Was going to put this in the comments to my 1964 post but it got long enough to add as a new post. Caveat: it should be read in the spirit of someone very much sympathetic to Paul and many of his policy preferences (especially on foreign policy).
The only scenario for Ron Paul becoming President – which I touched on in the previous post - would be him somehow getting the nomination and then something going absolutely wrong in the country/world such that the public votes him in out of desperation as a vote for change. FDR was mainstream in 1932 but almost anyone the Democrats ran against Hoover was going to win and have the opportunity to reshape American politics during the crisis. Paul would need a similar atmosphere in order to prevail against a still personally popular President Obama.
Absent that, I just don’t see Paul’s philosophy and policy views appealing to a plurality of the country. And while I’ve previously discussed the utter importance of macrovariables, I just don’t see those things (as currently constituted) overcoming the problems that would confront a real outlier like Paul. Obama will have millions and millions of dollars to throw at Paul, and the liberal press will have a field day with his views/past associations once he is seen as a real threat to their views rather than a curiosity (and a curiosity that could derail real Republican threats to their guy). Together the administration and the media will be able to scare moderate voters away from Paul and into the warm comfort of the status quo.
Moreover, even in the scenario where Paul gets the nomination, don’t the powers that be in Washington Republicanland run a 3rd party challenge that throws the election to Obama no matter what? Can we really imagine that neocons and the liberal Republicans wouldn’t try to mount such a campaign? Rudy or Bloomberg, for example? Heck, guys like David Brooks have been quite positive about Obama anyway, so it wouldn’t take that much to push ”moderates” like him into his court as the “prudential” and “conservative” alternative to the “dangerous” “radicalism” and “isolationism” of Paul.

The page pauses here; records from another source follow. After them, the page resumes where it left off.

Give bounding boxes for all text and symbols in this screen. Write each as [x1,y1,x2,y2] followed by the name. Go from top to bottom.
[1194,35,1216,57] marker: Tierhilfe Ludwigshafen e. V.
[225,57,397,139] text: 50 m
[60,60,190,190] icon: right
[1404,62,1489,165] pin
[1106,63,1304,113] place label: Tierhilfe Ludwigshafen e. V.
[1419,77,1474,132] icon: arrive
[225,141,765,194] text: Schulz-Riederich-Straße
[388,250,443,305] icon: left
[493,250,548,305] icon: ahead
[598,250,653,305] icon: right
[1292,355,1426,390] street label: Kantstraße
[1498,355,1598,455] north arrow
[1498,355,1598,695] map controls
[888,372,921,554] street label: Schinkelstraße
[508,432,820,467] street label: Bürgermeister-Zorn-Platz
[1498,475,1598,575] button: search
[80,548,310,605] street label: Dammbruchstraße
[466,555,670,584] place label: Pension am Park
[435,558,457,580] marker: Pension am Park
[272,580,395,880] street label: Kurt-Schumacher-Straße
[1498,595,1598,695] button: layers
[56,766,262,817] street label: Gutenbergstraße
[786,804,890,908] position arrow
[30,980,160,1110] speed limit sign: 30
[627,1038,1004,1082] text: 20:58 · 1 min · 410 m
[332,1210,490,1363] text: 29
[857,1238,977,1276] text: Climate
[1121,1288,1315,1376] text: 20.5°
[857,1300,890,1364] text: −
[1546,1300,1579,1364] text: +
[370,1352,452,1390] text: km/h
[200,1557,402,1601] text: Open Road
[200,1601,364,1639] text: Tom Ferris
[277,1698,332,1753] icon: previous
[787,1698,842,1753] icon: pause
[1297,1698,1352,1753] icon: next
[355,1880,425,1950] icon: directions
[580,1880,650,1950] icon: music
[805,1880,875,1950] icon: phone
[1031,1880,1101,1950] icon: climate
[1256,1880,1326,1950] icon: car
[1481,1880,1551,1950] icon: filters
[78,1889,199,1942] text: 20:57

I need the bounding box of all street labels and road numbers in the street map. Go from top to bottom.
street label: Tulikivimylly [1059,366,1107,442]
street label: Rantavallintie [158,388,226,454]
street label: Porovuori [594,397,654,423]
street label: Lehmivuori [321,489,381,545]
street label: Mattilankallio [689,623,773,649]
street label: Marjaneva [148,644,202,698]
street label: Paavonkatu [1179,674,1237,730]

I just see a Paul Presidency as a libertarian fantasy. But I’d love to be proven wrong given the current possibility of a Newt Romney presidency or Obama the Sequel (with bonus Supreme Court nominees). But count me as someone who wishes that Paul had pushed his supporters and political oxygen towards someone like Huntsman (who isn’t perfect either).
Of course, Daniels was the real opportunity for liberty-loving Republicans. So sad…
UPDATE: By the way, since strategic voting isn’t really possible in large-scale elections, don’t feel bad about voting expressively for Paul or any other candidate who “can’t win”
since you won’t be the marginal voter anyway.